According to a report, real-time payments schemes that use global messaging standards could incur new risks. These messaging standards attach more data to the transactions. While this information is useful for invoice reconciliations, payments tracking and more, cybercriminals could use it to transmit malware embedded in the payments attachments or links.
Security strategies
Faster payments aren’t all doom and gloom, though, and proper security measures can help businesses reap the benefits of real-time payments schemes with fewer detriments. The U.K., for example, tamped down on FPS fraud with updated processes and approaches. The Payments Council reported that losses with FPS were barely higher than losses associated with checks by 2013, and were actually lower than those for card payments.

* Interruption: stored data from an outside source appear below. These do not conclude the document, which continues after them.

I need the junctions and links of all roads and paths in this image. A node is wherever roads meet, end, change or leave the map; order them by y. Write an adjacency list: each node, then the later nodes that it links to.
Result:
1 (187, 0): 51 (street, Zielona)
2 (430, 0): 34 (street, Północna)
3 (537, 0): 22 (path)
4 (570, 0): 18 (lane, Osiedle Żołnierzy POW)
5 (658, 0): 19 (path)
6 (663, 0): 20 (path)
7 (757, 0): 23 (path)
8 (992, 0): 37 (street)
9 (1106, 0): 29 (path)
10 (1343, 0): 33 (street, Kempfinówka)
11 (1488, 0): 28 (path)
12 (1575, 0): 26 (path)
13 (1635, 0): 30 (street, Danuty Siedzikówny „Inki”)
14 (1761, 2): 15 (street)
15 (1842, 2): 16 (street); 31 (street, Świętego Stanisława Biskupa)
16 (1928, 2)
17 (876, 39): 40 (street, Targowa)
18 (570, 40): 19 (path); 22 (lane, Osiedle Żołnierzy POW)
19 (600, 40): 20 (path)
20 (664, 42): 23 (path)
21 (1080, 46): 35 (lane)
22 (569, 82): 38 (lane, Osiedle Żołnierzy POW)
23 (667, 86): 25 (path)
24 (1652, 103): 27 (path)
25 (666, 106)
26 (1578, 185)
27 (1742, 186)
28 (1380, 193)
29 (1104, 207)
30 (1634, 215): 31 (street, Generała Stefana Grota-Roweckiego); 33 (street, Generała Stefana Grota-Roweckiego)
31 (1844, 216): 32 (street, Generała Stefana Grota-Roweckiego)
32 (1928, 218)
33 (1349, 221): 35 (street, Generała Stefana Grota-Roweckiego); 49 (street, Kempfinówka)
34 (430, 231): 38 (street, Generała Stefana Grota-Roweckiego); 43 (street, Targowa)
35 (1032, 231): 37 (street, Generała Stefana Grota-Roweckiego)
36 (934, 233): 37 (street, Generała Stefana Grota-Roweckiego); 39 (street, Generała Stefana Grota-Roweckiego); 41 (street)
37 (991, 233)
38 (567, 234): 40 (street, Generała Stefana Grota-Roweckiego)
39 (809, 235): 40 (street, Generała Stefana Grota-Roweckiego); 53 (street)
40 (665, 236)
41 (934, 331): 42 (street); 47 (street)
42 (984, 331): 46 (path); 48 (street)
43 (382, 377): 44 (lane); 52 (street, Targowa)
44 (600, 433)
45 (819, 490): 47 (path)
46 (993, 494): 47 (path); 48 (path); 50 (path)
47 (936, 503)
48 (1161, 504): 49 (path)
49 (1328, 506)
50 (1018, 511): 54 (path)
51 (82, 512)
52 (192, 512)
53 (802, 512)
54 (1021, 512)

Among the tools that may have helped decrease fraud for the FPS were behavioral biometrics, which allow organizations to monitor how users typically move through webpages or apps, including their key strokes or cursor movements. Behavioral biometrics became widespread in the U.K. in 2015 and were used in most of the country’s banks by 2016. The result was a 24 percent decrease in fraud from 2016 to 2017.
Other industry recommendations include tightening authentication methods and transaction monitoring, as well as studying incoming and outgoing payments to detect unusual activities.
Customers can also assist in the fight against fraud. FIs can enable them to set transaction limits for real-time payments, and send them in SMS alerts should transactions above those amounts be requested.
Additionally, FIs should, in some cases, hold payments when transactions appear suspicious, but not strange enough that they should be blocked.
Some real-time payments schemes are already doing this. Australia’s New Payments Platform, for instance, requires 95 percent of its transactions to be responded to within 15 seconds. This allows for transactions to be high risk but not so risky that they would be declined without further consideration — to be held, reviewed and then either declined or approved. Transactions are often approved, with low-risk suspicious activity flagged for later examination and follow-up.
Real-time payments systems promise to ease SMBs’ cash-flow pains, provide assurances to retailers that their customers’ payments won’t bounce and furnish corporations with payments tracking and other data. Unlocking these benefits without also opening the door to more widespread attacks requires carefully examining security procedures for everything from customer authentication to the transmission of payments data.